Supplied material:

==================================================

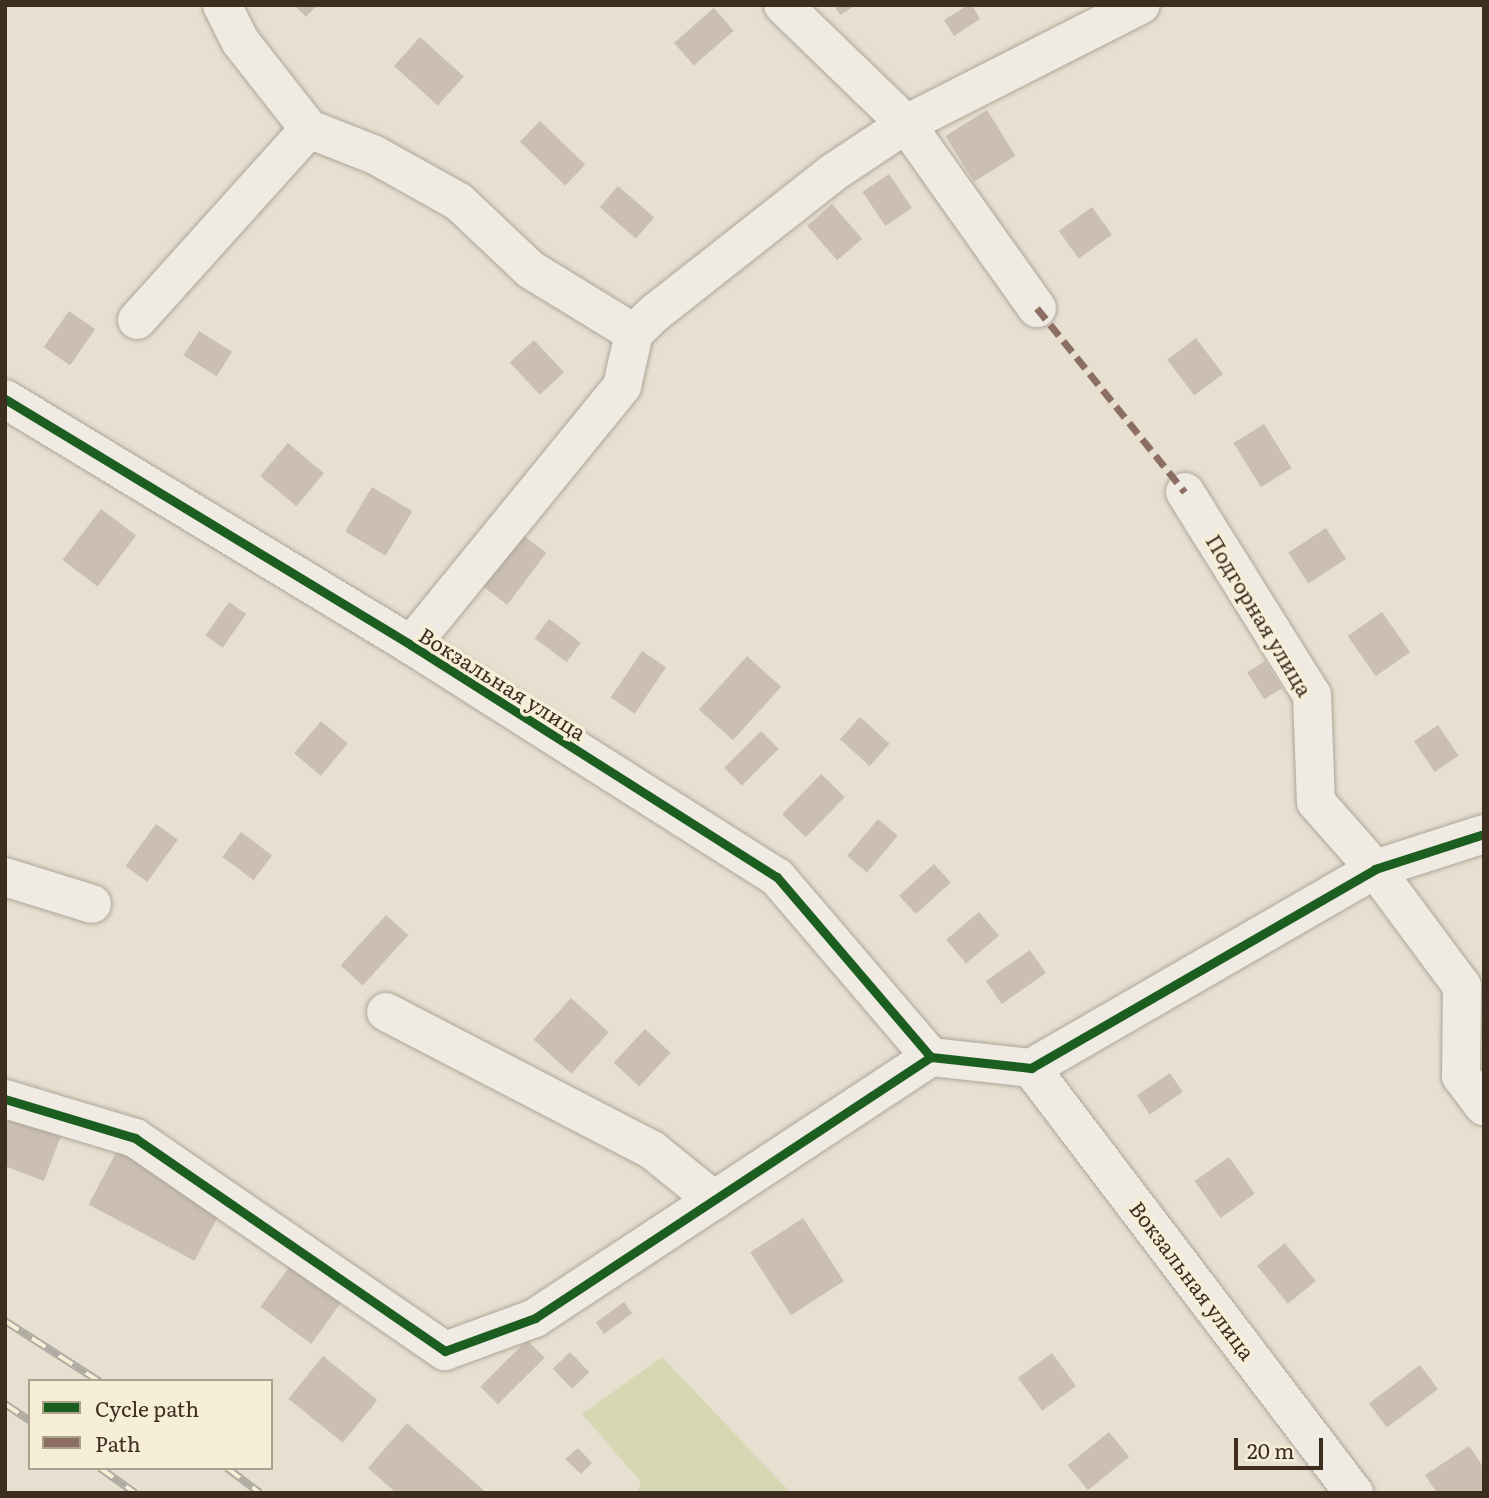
<!DOCTYPE html>
<meta charset="utf-8">
<style>
body{margin:0}
#map{position:relative;width:1489px;height:1498px;overflow:hidden;background:#e7e0d1;font-family:Literata,serif}
div>[style]{position:absolute}
.green>*{inset:0;background:#d6d7b3}
.building>*{inset:0;background:#cbbfb2;transform-origin:0 0}
.roads{filter:drop-shadow(0 0 2px #ada599) drop-shadow(0 0 2px #ada599)}
.minor>*{height:38px;margin:-19px;padding:0 19px;transform-origin:19px;border-radius:19px;background:#efebe3}
.rail>*{height:8px;margin-top:-4px;transform-origin:0;background:repeating-linear-gradient(90deg,#f7eed8 0 16px,#afaaa2 0 32px);box-sizing:border-box;border-block:2px solid #afaaa2}
.quiet>*{height:7px;margin-top:-3.5px;transform-origin:0;background:repeating-linear-gradient(90deg,#8d6e63 0 14px,transparent 0 21px)}
.cycleway>*{height:9px;margin:-4.5px;padding:0 4.5px;transform-origin:4.5px;border-radius:4.5px;background:#1b5e20}
span{translate:-50% -50%;white-space:nowrap;text-align:center;line-height:1.15;-webkit-text-stroke:7px #f7eed8;paint-order:stroke}
.street-label{font-size:21px;color:#3d2e20}
.frame{position:absolute;inset:0;border:7px solid #3d2e20;pointer-events:none}
.legend{position:absolute;left:28px;top:1379px;width:245px;height:91px;box-sizing:border-box;background:#f7eed8;border:2px solid #ada18e;margin:0;padding:9px 12px;list-style:none;font-size:21px;color:#3d2e20}
.legend li{display:flex;align-items:center;gap:14px;height:35px}
.legend b{width:35px;border:2px solid #ada18e}
.scale{position:absolute;left:1234px;top:1438px;width:89px;height:32px;box-sizing:border-box;border:4px solid #3d2e20;border-top:0;padding-left:9px;font-size:21px;line-height:24px;white-space:nowrap;color:#3d2e20;-webkit-text-stroke:5px #f7eed8;paint-order:stroke}
</style>
<div id="map">
<div class="green">
<i style="clip-path:polygon(662px 1357px,791px 1493px,637px 1493px,641px 1482px,582px 1414px)"></i>
</div>
<div class="building">
<i style="clip-path:polygon(294px 5px,317px 5px,306px 17px)"></i>
<i style="clip-path:polygon(834px 5px,856px 5px,840px 15px)"></i>
<i style="clip-path:polygon(968px 5px,972px 5px,980px 19px,954px 36px,944px 20px)"></i>
<i style="left:714px;top:8px;width:30px;height:53px;rotate:49deg"></i>
<i style="left:420px;top:37px;width:59px;height:39px;rotate:42deg"></i>
<i style="left:987px;top:110px;width:54px;height:49px;rotate:58deg"></i>
<i style="left:540px;top:121px;width:63px;height:29px;rotate:44deg"></i>
<i style="left:889px;top:174px;width:41px;height:32px;rotate:56deg"></i>
<i style="left:618px;top:186px;width:48px;height:28px;rotate:41deg"></i>
<i style="left:832px;top:204px;width:46px;height:33px;rotate:49deg"></i>
<i style="left:1092px;top:207px;width:34px;height:41px;rotate:54deg"></i>
<i style="left:69px;top:311px;width:32px;height:44px;rotate:35deg"></i>
<i style="left:199px;top:331px;width:39px;height:29px;rotate:32deg"></i>
<i style="left:1196px;top:338px;width:45px;height:36px;rotate:53deg"></i>
<i style="left:534px;top:340px;width:44px;height:33px;rotate:47deg"></i>
<i style="left:1264px;top:424px;width:52px;height:36px;rotate:58deg"></i>
<i style="left:288px;top:443px;width:47px;height:43px;rotate:40deg"></i>
<i style="left:372px;top:487px;width:47px;height:52px;rotate:31deg"></i>
<i style="left:101px;top:509px;width:44px;height:64px;rotate:37deg"></i>
<i style="left:512px;top:527px;width:43px;height:65px;rotate:37deg"></i>
<i style="left:1326px;top:528px;width:37px;height:45px;rotate:57deg"></i>
<i style="left:229px;top:602px;width:21px;height:41px;rotate:35deg"></i>
<i style="left:1382px;top:612px;width:49px;height:42px;rotate:55deg"></i>
<i style="left:549px;top:619px;width:40px;height:24px;rotate:37deg"></i>
<i style="left:642px;top:651px;width:29px;height:56px;rotate:34deg"></i>
<i style="left:747px;top:656px;width:46px;height:72px;rotate:42deg"></i>
<i style="left:1265px;top:661px;width:32px;height:21px;rotate:58deg"></i>
<i style="left:860px;top:717px;width:40px;height:30px;rotate:42deg"></i>
<i style="left:321px;top:721px;width:35px;height:42px;rotate:40deg"></i>
<i style="left:1438px;top:725px;width:37px;height:29px;rotate:56deg"></i>
<i style="left:761px;top:731px;width:25px;height:52px;rotate:45deg"></i>
<i style="left:821px;top:774px;width:33px;height:56px;rotate:44deg"></i>
<i style="left:878px;top:819px;width:26px;height:48px;rotate:40deg"></i>
<i style="left:156px;top:824px;width:27px;height:52px;rotate:36deg"></i>
<i style="left:241px;top:832px;width:39px;height:31px;rotate:37deg"></i>
<i style="left:934px;top:864px;width:25px;height:47px;rotate:48deg"></i>
<i style="left:979px;top:912px;width:31px;height:43px;rotate:50deg"></i>
<i style="left:386px;top:915px;width:30px;height:68px;rotate:42deg"></i>
<i style="left:1030px;top:950px;width:28px;height:54px;rotate:55deg"></i>
<i style="left:571px;top:998px;width:51px;height:56px;rotate:42deg"></i>
<i style="left:645px;top:1029px;width:35px;height:46px;rotate:43deg"></i>
<i style="left:1170px;top:1073px;width:23px;height:40px;rotate:56deg"></i>
<i style="clip-path:polygon(8px 1113px,62px 1133px,44px 1181px,5px 1166px)"></i>
<i style="left:119px;top:1147px;width:120px;height:65px;rotate:28deg"></i>
<i style="left:1229px;top:1157px;width:45px;height:42px;rotate:55deg"></i>
<i style="left:803px;top:1218px;width:75px;height:63px;rotate:57deg"></i>
<i style="left:1285px;top:1243px;width:49px;height:36px;rotate:51deg"></i>
<i style="left:295px;top:1259px;width:63px;height:59px;rotate:36deg"></i>
<i style="left:624px;top:1302px;width:14px;height:35px;rotate:54deg"></i>
<i style="left:527px;top:1340px;width:25px;height:66px;rotate:45deg"></i>
<i style="left:570px;top:1352px;width:28px;height:24px;rotate:46deg"></i>
<i style="left:1052px;top:1353px;width:41px;height:42px;rotate:54deg"></i>
<i style="left:323px;top:1356px;width:70px;height:55px;rotate:39deg"></i>
<i style="left:1420px;top:1365px;width:30px;height:64px;rotate:53deg"></i>
<i style="clip-path:polygon(407px 1423px,487px 1493px,396px 1493px,368px 1468px)"></i>
<i style="left:1109px;top:1432px;width:32px;height:53px;rotate:51deg"></i>
<i style="clip-path:polygon(1469px 1446px,1484px 1468px,1484px 1493px,1437px 1493px,1425px 1475px)"></i>
<i style="clip-path:polygon(578px 1448px,592px 1463px,581px 1474px,565px 1459px)"></i>
</div>
<div class="roads">
<div class="minor">
<i style="left:222px;top:5px;width:40px;rotate:63.4deg"></i>
<i style="left:240px;top:41px;width:112px;rotate:51.9deg"></i>
<i style="left:309px;top:129px;width:71px;rotate:21.5deg"></i>
<i style="left:375px;top:155px;width:96px;rotate:29.2deg"></i>
<i style="left:459px;top:202px;width:99px;rotate:43.4deg"></i>
<i style="left:531px;top:270px;width:121px;rotate:31.5deg"></i>
<i style="left:783px;top:5px;width:171px;rotate:44.1deg"></i>
<i style="left:906px;top:124px;width:226px;rotate:54.6deg"></i>
<i style="left:137px;top:320px;width:257px;rotate:-48deg"></i>
<i style="left:5px;top:399px;width:475px;rotate:31.2deg"></i>
<i style="left:411px;top:645px;width:433px;rotate:32.4deg"></i>
<i style="left:777px;top:877px;width:237px;rotate:49.5deg"></i>
<i style="left:1185px;top:492px;width:239px;rotate:58deg"></i>
<i style="left:1312px;top:695px;width:107px;rotate:87.9deg"></i>
<i style="left:1316px;top:802px;width:89px;rotate:48.6deg"></i>
<i style="left:1375px;top:869px;width:146px;rotate:53.4deg"></i>
<i style="left:1462px;top:986px;width:90px;rotate:90.6deg"></i>
<i style="left:1461px;top:1076px;width:38px;rotate:53deg"></i>
<i style="left:411px;top:645px;width:334px;rotate:-50.8deg"></i>
<i style="left:622px;top:386px;width:54px;rotate:-77.2deg"></i>
<i style="left:634px;top:333px;width:30px;rotate:-44deg"></i>
<i style="left:656px;top:312px;width:226px;rotate:-38.2deg"></i>
<i style="left:834px;top:172px;width:87px;rotate:-33.7deg"></i>
<i style="left:906px;top:124px;width:263px;rotate:-26.9deg"></i>
<i style="left:5px;top:877px;width:91px;rotate:17.2deg"></i>
<i style="left:386px;top:1012px;width:300px;rotate:27.4deg"></i>
<i style="left:652px;top:1150px;width:80px;rotate:38.9deg"></i>
<i style="left:1031px;top:1068px;width:534px;rotate:52.77deg"></i>
<i style="left:5px;top:1099px;width:136px;rotate:16.7deg"></i>
<i style="left:135px;top:1138px;width:376px;rotate:34.5deg"></i>
<i style="left:445px;top:1351px;width:96px;rotate:-20.1deg"></i>
<i style="left:535px;top:1318px;width:474px;rotate:-33.4deg"></i>
<i style="left:931px;top:1057px;width:101px;rotate:6.3deg"></i>
<i style="left:1031px;top:1068px;width:397px;rotate:-30deg"></i>
<i style="left:1375px;top:869px;width:114px;rotate:-17.8deg"></i>
</div>
</div>
<div class="rail">
<i style="left:5px;top:1321px;width:112px;rotate:32.6deg"></i>
<i style="left:5px;top:1404px;width:30px;rotate:34deg"></i>
<i style="left:100px;top:1468px;width:43px;rotate:35.5deg"></i>
<i style="left:227px;top:1468px;width:41px;rotate:37.1deg"></i>
</div>
<div class="quiet">
<i style="left:1037px;top:308px;width:236px;rotate:51.2deg"></i>
</div>
<div class="cycleway">
<i style="left:5px;top:399px;width:475px;rotate:31.2deg"></i>
<i style="left:411px;top:645px;width:433px;rotate:32.4deg"></i>
<i style="left:777px;top:877px;width:237px;rotate:49.5deg"></i>
<i style="left:5px;top:1099px;width:136px;rotate:16.7deg"></i>
<i style="left:135px;top:1138px;width:376px;rotate:34.5deg"></i>
<i style="left:445px;top:1351px;width:96px;rotate:-20.1deg"></i>
<i style="left:535px;top:1318px;width:474px;rotate:-33.4deg"></i>
<i style="left:931px;top:1057px;width:101px;rotate:6.3deg"></i>
<i style="left:1031px;top:1068px;width:397px;rotate:-30deg"></i>
<i style="left:1375px;top:869px;width:114px;rotate:-17.8deg"></i>
</div>
<div class="street-label">
<span style="left:1260px;top:615px;rotate:59deg">Подгорная улица</span>
<span style="left:503px;top:683px;rotate:32deg">Вокзальная улица</span>
<span style="left:1193px;top:1280px;rotate:53deg">Вокзальная улица</span>
</div>
<div class="frame"></div>
<ul class="legend">
<li><b style="height:9px;background:#1b5e20"></b>Cycle path</li>
<li><b style="height:9px;background:#8d6e63"></b>Path</li>
</ul>
<div class="scale">20 m</div>
</div>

==================================================

Goal of the exercise:
Report how many lines in the material above include "nowrap", and give no other words.

Response to the task:
2